I take a risk and touch her arm, and in one breath, she shifts closer to me, allowing me to pull her into my chest and it feels so goddamn good that tears prick the backs of my eyes.
“I know it’s hard to be vulnerable, babe,” I say softly and run my fingers through her hair. “But this is a good thing.”
“No, it’s not,” she argues, her voice trembling. “I want to be independent. I can’t let you be my world, Luke.”
“Why not?”
“Because it will hurt too much if we don’t work.”
“It’s going to hurt no matter what at this point, just look at us now,” I argue, my teary eyes finding hers in the darkness. “We’re better together. You’re in this with me and it’s going to hurt if you lose me now or if you lose me fifty years from now when we’re old and gray and sitting on my front porch looking at our grandkids and marveling over the life we made. And if it’s all the same to you, I’d like option two.”
She sobs into my shoulder, and I tense, wondering if I’ve pushed her too far. But then again, not pushing her is how I got to where we are in the first place. I can’t hold back anymore. I want her to know what I see for us.I see everything for us.
“The truth is, Addison, I love you so much I would have just been your friend through all of this if that’s truly all you ever wanted from me. But the past couple weeks have proven we are more. We can be everything to each other if you just allow yourself to love me back.”
She shakes her head against my chest. “I don’t think I can ever trust you again. You lied to me, Luke. Just like my mom lied to my dad about being sober.”
My chest feels like it’s caving in. “That is so fucking different, Roe.”
“I don’t think it is. A lie is a lie.”
Silence grows between us as I bite my lip and struggle with what to say next. How could I have got this all so wrong? How could I let myself get so deep I can’t dig myself out?
Hell. I’m in fucking hell.
I’m holding the woman of my dreams in my arms, and I can feel her slipping through my fingers.
“I just think we go back to being friends,” she says quietly against my chest. “I can move back to my place in Boulder, and we just go back to being what we were before. Can you handle that?”
I close my eyes in the darkness, wishing I could figure out a way to have this mattress swallow me whole. This. This is why I never told her how I felt. I know my friend. I know her all too well. And now my greatest fear is coming true.
She’s pushing me away.
I press my lips into her hair, inhaling her scent one last time because I don’t know when I’ll ever get to hold her like this again. The ache in my chest is so intense, I struggle through my reply that rips my very soul to shreds, “I’d rather have you as a friend than nothing at all.”
She nods against me, breathing out one long sigh of relief that feels as if it’s sucked all the oxygen from my lungs. “Tomorrow, I think we should go through the motions of the wedding. Your mom worked so hard on all of this, and I don’t want to break her heart yet. We can work out our divorce plan later.”
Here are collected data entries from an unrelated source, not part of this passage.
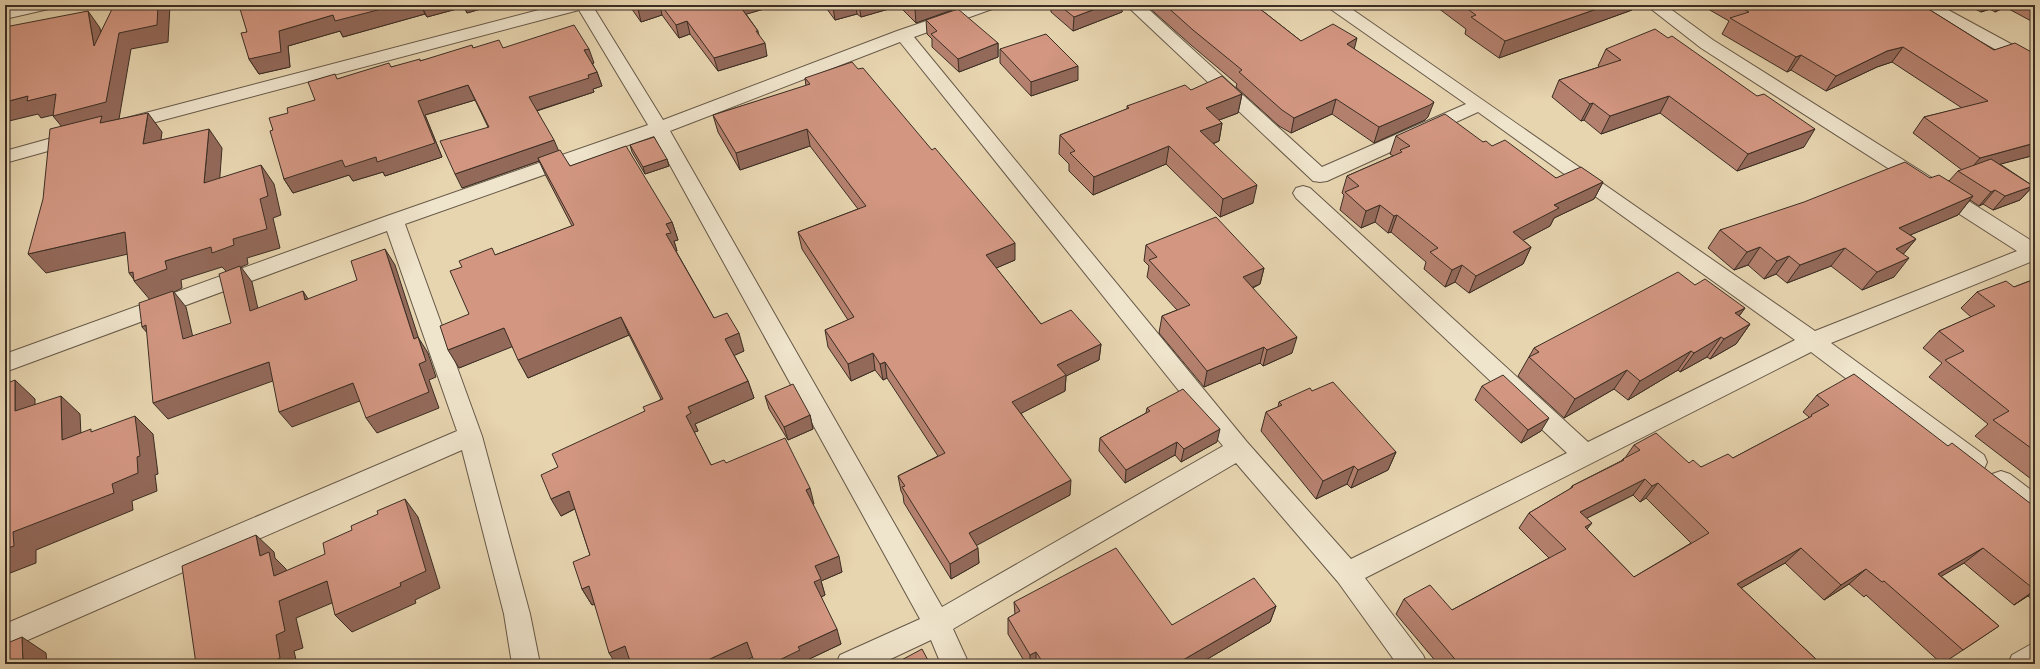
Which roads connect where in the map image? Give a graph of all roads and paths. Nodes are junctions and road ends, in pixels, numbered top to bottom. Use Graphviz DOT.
graph roads {
  1 [pos="47,5"];
  2 [pos="577,5"];
  3 [pos="584,5"];
  4 [pos="989,5"];
  5 [pos="1134,5"];
  6 [pos="1335,5"];
  7 [pos="1654,5"];
  8 [pos="1927,5"];
  9 [pos="5,14"];
  10 [pos="903,35"];
  11 [pos="2035,64"];
  12 [pos="1479,105"];
  13 [pos="659,128"];
  14 [pos="5,157"];
  15 [pos="1303,193"];
  16 [pos="394,221"];
  17 [pos="2035,253"];
  18 [pos="1813,341"];
  19 [pos="5,363"];
  20 [pos="470,436"];
  21 [pos="1239,449"];
  22 [pos="1585,455"];
  23 [pos="2035,507"];
  24 [pos="1346,574"];
  25 [pos="937,624"];
  26 [pos="5,637"];
  27 [pos="2035,655"];
  28 [pos="526,664"];
  29 [pos="850,664"];
  30 [pos="955,664"];
  31 [pos="1413,664"];
  32 [pos="2022,664"];
  1 -- 9 [label="street"];
  2 -- 14 [label="street"];
  3 -- 13 [label="street"];
  4 -- 10 [label="street"];
  5 -- 12 [label="street"];
  6 -- 12 [label="street"];
  7 -- 17 [label="street"];
  8 -- 11 [label="street"];
  10 -- 13 [label="street"];
  10 -- 21 [label="street"];
  12 -- 18 [label="street"];
  13 -- 16 [label="street"];
  13 -- 25 [label="street"];
  15 -- 22 [label="street"];
  16 -- 19 [label="street"];
  16 -- 20 [label="street"];
  17 -- 18 [label="street"];
  18 -- 22 [label="street"];
  18 -- 23 [label="street"];
  20 -- 26 [label="street"];
  20 -- 28 [label="street"];
  21 -- 24 [label="street"];
  21 -- 25 [label="street"];
  22 -- 24 [label="street"];
  24 -- 31 [label="street"];
  25 -- 29 [label="street"];
  25 -- 30 [label="street"];
  27 -- 32 [label="street"];
}
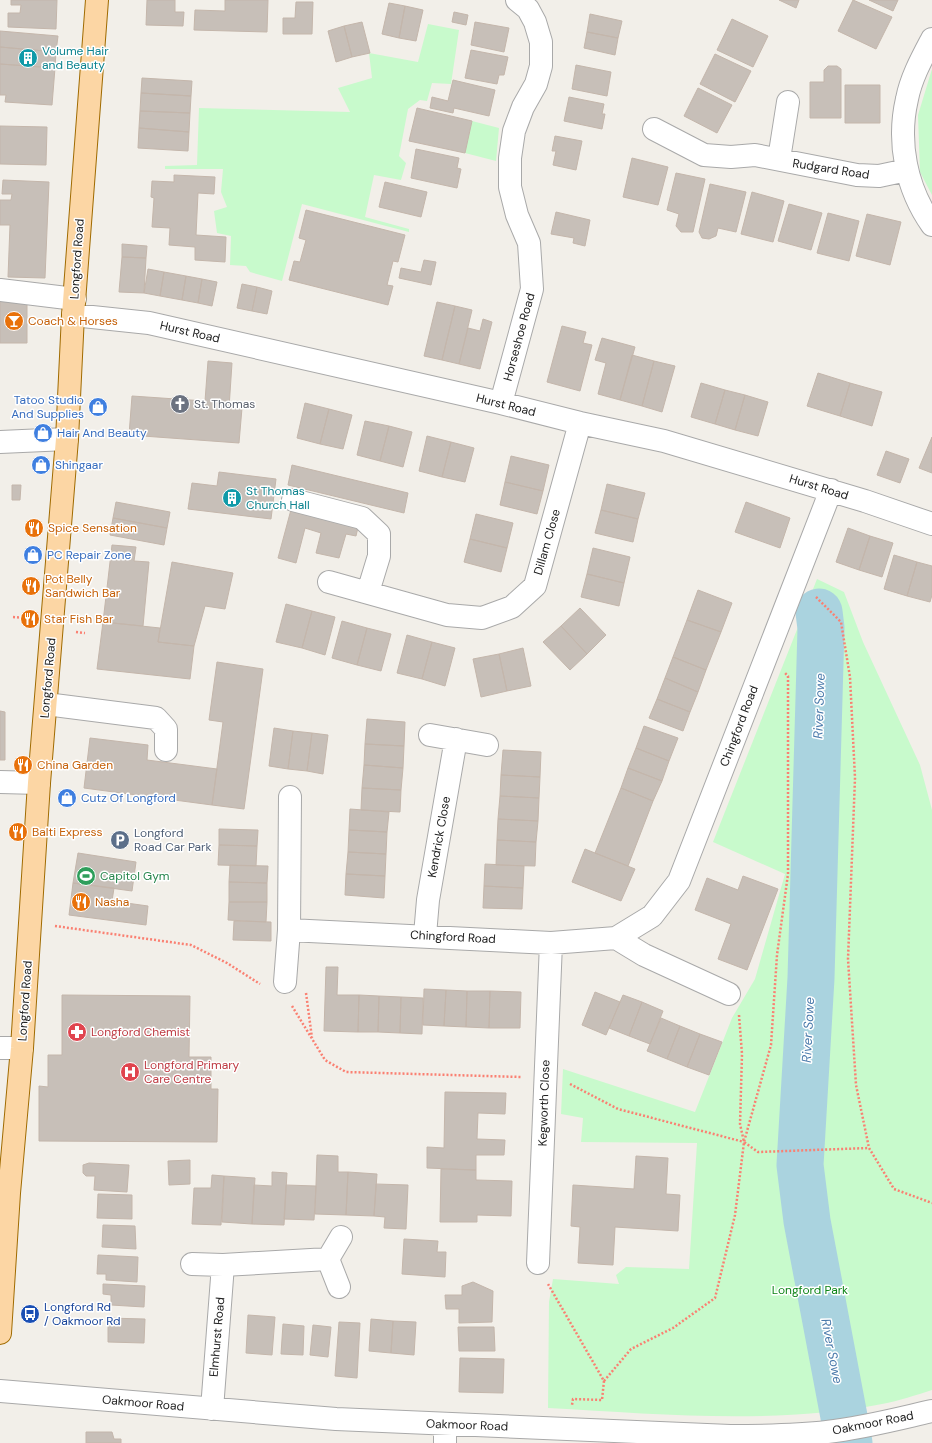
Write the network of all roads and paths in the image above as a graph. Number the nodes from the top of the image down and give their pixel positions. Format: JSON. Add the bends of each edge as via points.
{"nodes":[{"id":1,"x":97,"y":0,"type":"edge"},
{"id":2,"x":529,"y":3,"type":"edge"},
{"id":3,"x":932,"y":39,"type":"edge"},
{"id":4,"x":788,"y":102,"type":"dead end"},
{"id":5,"x":654,"y":129,"type":"dead end"},
{"id":6,"x":779,"y":159,"type":"junction"},
{"id":7,"x":907,"y":170,"type":"junction"},
{"id":8,"x":932,"y":225,"type":"edge"},
{"id":9,"x":0,"y":290,"type":"edge"},
{"id":10,"x":74,"y":307,"type":"junction"},
{"id":11,"x":501,"y":403,"type":"junction"},
{"id":12,"x":580,"y":423,"type":"junction"},
{"id":13,"x":67,"y":439,"type":"junction"},
{"id":14,"x":0,"y":442,"type":"edge"},
{"id":15,"x":831,"y":490,"type":"junction"},
{"id":16,"x":293,"y":500,"type":"dead end"},
{"id":17,"x":932,"y":524,"type":"edge"},
{"id":18,"x":329,"y":582,"type":"dead end"},
{"id":19,"x":795,"y":582,"type":"junction"},
{"id":20,"x":368,"y":592,"type":"junction"},
{"id":21,"x":767,"y":654,"type":"junction"},
{"id":22,"x":46,"y":704,"type":"junction"},
{"id":23,"x":430,"y":735,"type":"dead end"},
{"id":24,"x":456,"y":739,"type":"junction"},
{"id":25,"x":487,"y":745,"type":"dead end"},
{"id":26,"x":166,"y":750,"type":"dead end"},
{"id":27,"x":0,"y":782,"type":"edge"},
{"id":28,"x":39,"y":783,"type":"junction"},
{"id":29,"x":290,"y":797,"type":"dead end"},
{"id":30,"x":30,"y":928,"type":"junction"},
{"id":31,"x":289,"y":930,"type":"junction"},
{"id":32,"x":425,"y":936,"type":"junction"},
{"id":33,"x":616,"y":938,"type":"junction"},
{"id":34,"x":551,"y":943,"type":"junction"},
{"id":35,"x":285,"y":982,"type":"dead end"},
{"id":36,"x":262,"y":985,"type":"dead end"},
{"id":37,"x":729,"y":994,"type":"joint"},
{"id":38,"x":288,"y":1004,"type":"dead end"},
{"id":39,"x":0,"y":1048,"type":"edge"},
{"id":40,"x":22,"y":1048,"type":"junction"},
{"id":41,"x":545,"y":1080,"type":"junction"},
{"id":42,"x":744,"y":1142,"type":"junction"},
{"id":43,"x":868,"y":1148,"type":"junction"},
{"id":44,"x":932,"y":1203,"type":"edge"},
{"id":45,"x":342,"y":1237,"type":"dead end"},
{"id":46,"x":328,"y":1259,"type":"junction"},
{"id":47,"x":538,"y":1263,"type":"joint"},
{"id":48,"x":192,"y":1264,"type":"dead end"},
{"id":49,"x":223,"y":1266,"type":"junction"},
{"id":50,"x":339,"y":1287,"type":"dead end"},
{"id":51,"x":0,"y":1333,"type":"edge"},
{"id":52,"x":604,"y":1381,"type":"junction"},
{"id":53,"x":0,"y":1391,"type":"edge"},
{"id":54,"x":212,"y":1409,"type":"junction"},
{"id":55,"x":932,"y":1411,"type":"edge"},
{"id":56,"x":570,"y":1429,"type":"junction"},
{"id":57,"x":445,"y":1434,"type":"edge"}],
"edges":[{"from":1,"to":10,"type":"main road","name":"Longford Road"},
{"from":2,"to":11,"type":"street","name":"Horseshoe Road","via":[[541,42],[541,66],[536,84],[523,107],[514,131],[510,158],[510,187],[528,243],[532,289]]},
{"from":3,"to":7,"type":"street","via":[[906,98],[904,151]]},
{"from":4,"to":6,"type":"street","name":"Rudgard Road"},
{"from":5,"to":6,"type":"street","name":"Rudgard Road","via":[[704,155],[755,155]]},
{"from":6,"to":7,"type":"street","name":"Rudgard Road","via":[[857,175],[879,176]]},
{"from":7,"to":8,"type":"street","via":[[918,202]]},
{"from":9,"to":10,"type":"street","name":"Hurst Road"},
{"from":10,"to":11,"type":"street","name":"Hurst Road"},
{"from":10,"to":13,"type":"main road","name":"Longford Road"},
{"from":11,"to":12,"type":"street","name":"Hurst Road"},
{"from":12,"to":15,"type":"street","name":"Hurst Road","via":[[664,441]]},
{"from":12,"to":20,"type":"street","name":"Dillam Close","via":[[535,586],[512,607],[482,618],[448,615]]},
{"from":13,"to":14,"type":"street"},
{"from":13,"to":22,"type":"main road","name":"Longford Road"},
{"from":15,"to":17,"type":"street","name":"Hurst Road"},
{"from":15,"to":19,"type":"street","name":"Chingford Road"},
{"from":16,"to":20,"type":"street","via":[[362,518],[379,534],[379,556]]},
{"from":18,"to":20,"type":"street","name":"Dillam Close"},
{"from":19,"to":21,"type":"street","name":"Chingford Road"},
{"from":19,"to":43,"type":"path","via":[[841,622],[850,677],[855,778],[848,959],[856,1085]]},
{"from":21,"to":33,"type":"street","name":"Chingford Road","via":[[679,881],[652,916]]},
{"from":21,"to":42,"type":"path","via":[[788,676],[788,874],[777,955],[771,1045]]},
{"from":22,"to":26,"type":"street","via":[[156,718],[166,729]]},
{"from":22,"to":28,"type":"main road","name":"Longford Road"},
{"from":23,"to":24,"type":"street"},
{"from":24,"to":25,"type":"street"},
{"from":24,"to":32,"type":"street","name":"Kendrick Close","via":[[428,900]]},
{"from":27,"to":28,"type":"street"},
{"from":28,"to":30,"type":"main road","name":"Longford Road"},
{"from":29,"to":31,"type":"street"},
{"from":30,"to":36,"type":"path","via":[[61,926],[191,945]]},
{"from":30,"to":40,"type":"main road","name":"Longford Road"},
{"from":31,"to":32,"type":"street","name":"Chingford Road"},
{"from":31,"to":35,"type":"street"},
{"from":32,"to":34,"type":"street","name":"Chingford Road"},
{"from":33,"to":34,"type":"street","name":"Chingford Road"},
{"from":33,"to":37,"type":"street","via":[[644,956]]},
{"from":34,"to":41,"type":"street","name":"Kegworth Close"},
{"from":37,"to":42,"type":"path","via":[[740,1018],[740,1124]]},
{"from":38,"to":41,"type":"path","via":[[294,1007],[325,1060],[346,1072],[522,1077]]},
{"from":39,"to":40,"type":"street"},
{"from":40,"to":51,"type":"main road","name":"Longford Road"},
{"from":41,"to":42,"type":"path","via":[[571,1084],[618,1109]]},
{"from":41,"to":47,"type":"street","name":"Kegworth Close"},
{"from":42,"to":43,"type":"path","via":[[758,1152]]},
{"from":42,"to":52,"type":"path","via":[[735,1216],[715,1298],[673,1328],[630,1349]]},
{"from":43,"to":44,"type":"path","via":[[894,1189]]},
{"from":45,"to":46,"type":"street"},
{"from":46,"to":49,"type":"street"},
{"from":46,"to":50,"type":"street"},
{"from":47,"to":52,"type":"path"},
{"from":48,"to":49,"type":"street"},
{"from":49,"to":54,"type":"street","name":"Elmhurst Road"},
{"from":52,"to":56,"type":"path","via":[[602,1400],[573,1398]]},
{"from":53,"to":54,"type":"street","name":"Oakmoor Road"},
{"from":54,"to":57,"type":"street","name":"Oakmoor Road","via":[[336,1419]]},
{"from":55,"to":56,"type":"street","name":"Oakmoor Road","via":[[873,1425],[776,1436]]},
{"from":56,"to":57,"type":"street","name":"Oakmoor Road"}]}
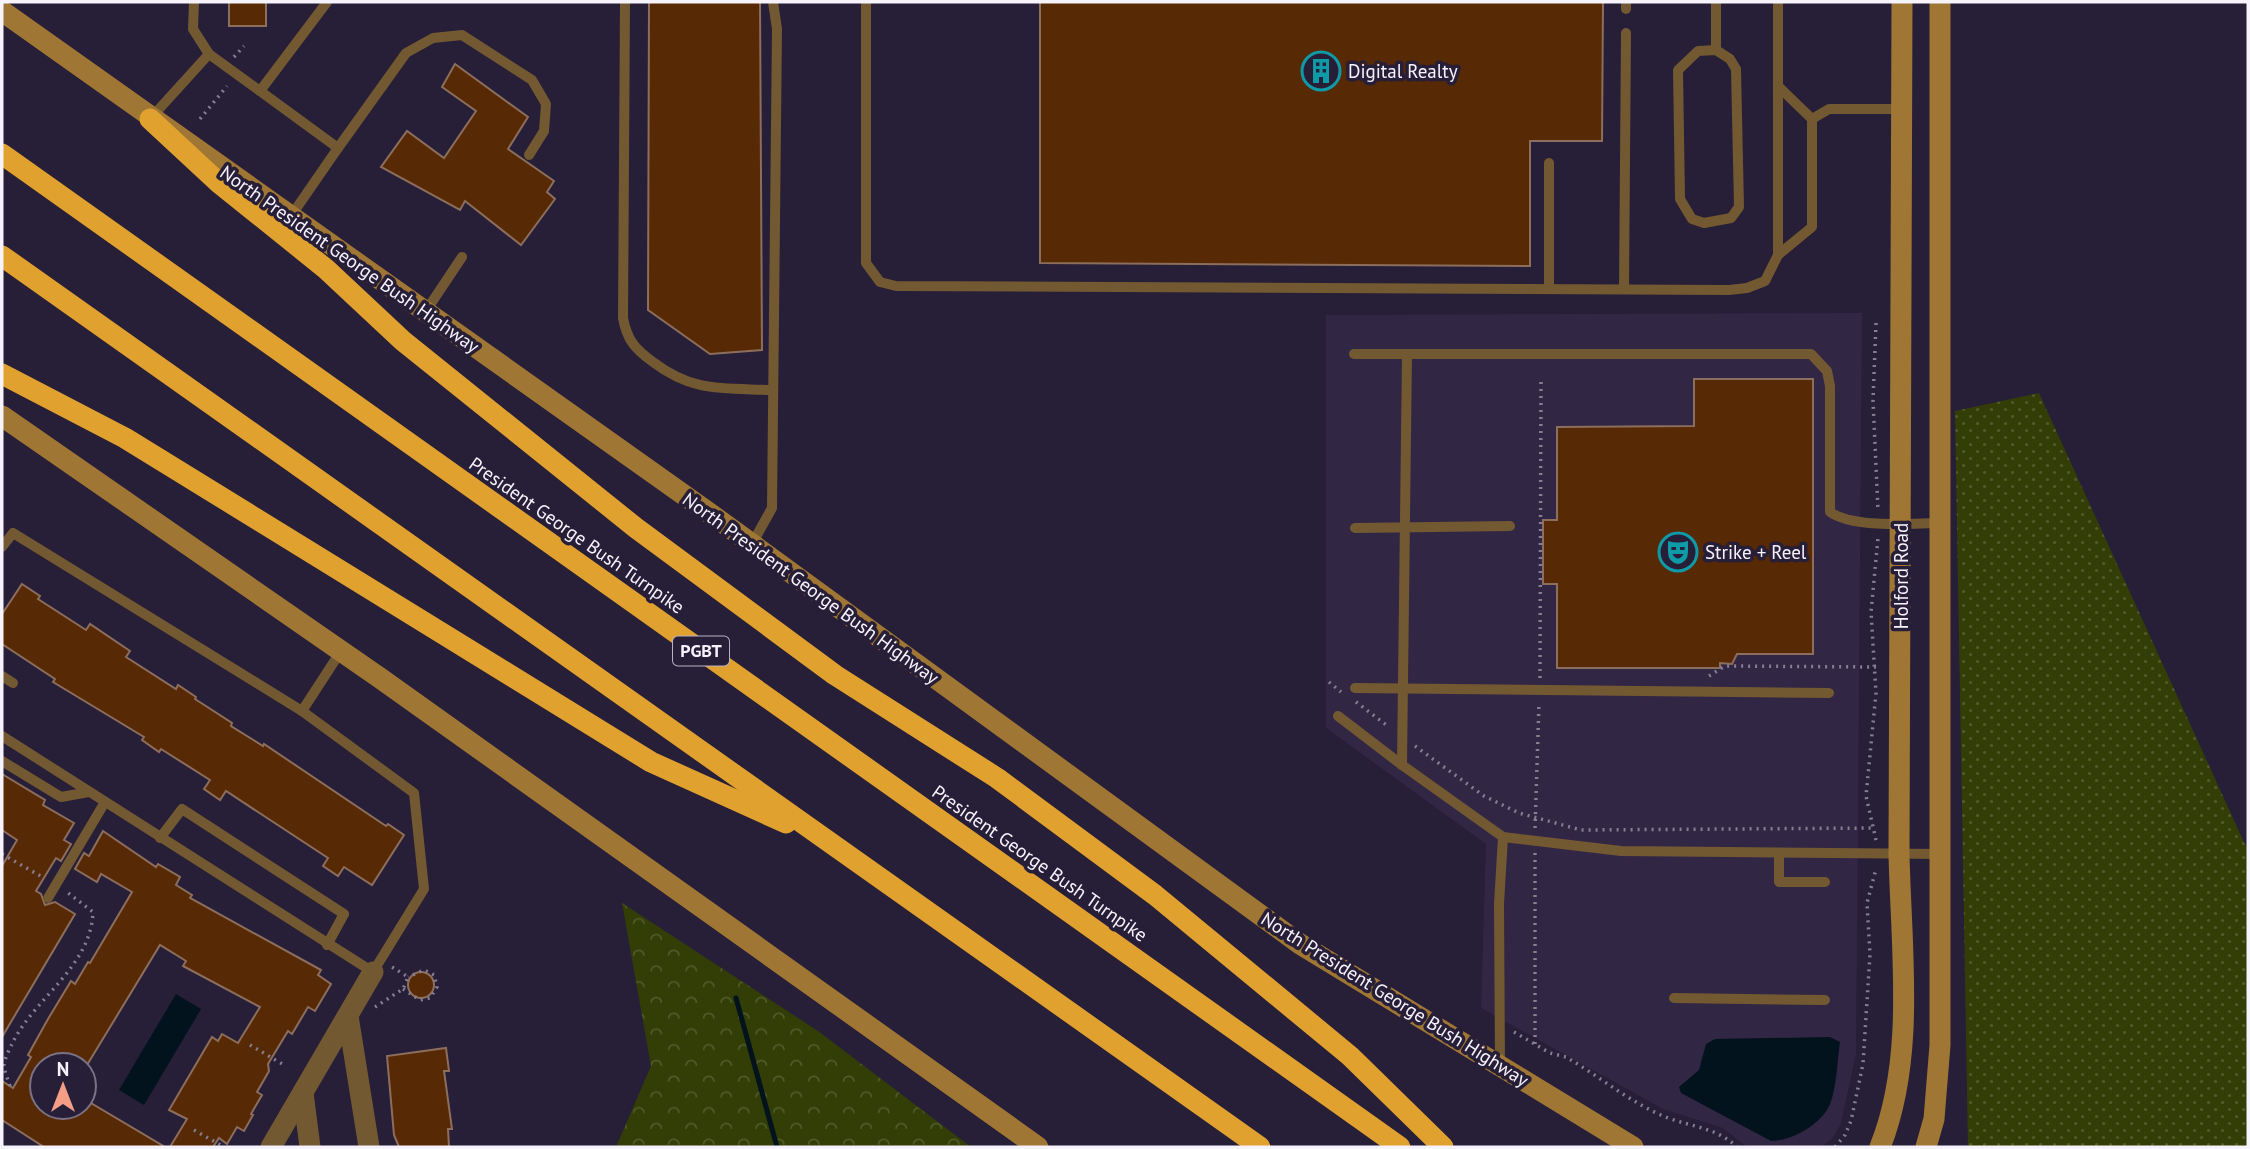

My jaw aches at the finality in her words as I close my eyes and fight back my tears. “Whatever you say, Roe.”
Chapter 42
Fact or Fiction?
No one is a mastermind.
Luke
I’m on autopilot the next day, going through the motions of getting everything ready. Taking orders from Everly and my mom. Managing my brothers with their sympathetic looks and my crazy nephew, Ethan, who keeps asking how long until the wedding starts.
It’s my wedding day but, somehow, I feel like I’m preparing for a funeral.
When I woke up this morning, the bed was empty, and Addison’s car was gone. I wondered if she was going to leave me hanging at the altar, but when I checked my phone, I saw a text from her letting me know she was going for a run.
I stare at the wedding band I bought for her today, wondering if she’s going to give it back to me when this is all done and hating that idea. I’d rather she keep it. Even if we are over. I want her to want to keep it. I want her to keep at least a piece of these last couple of months we had together, even if they didn’t mean to her what they meant to me.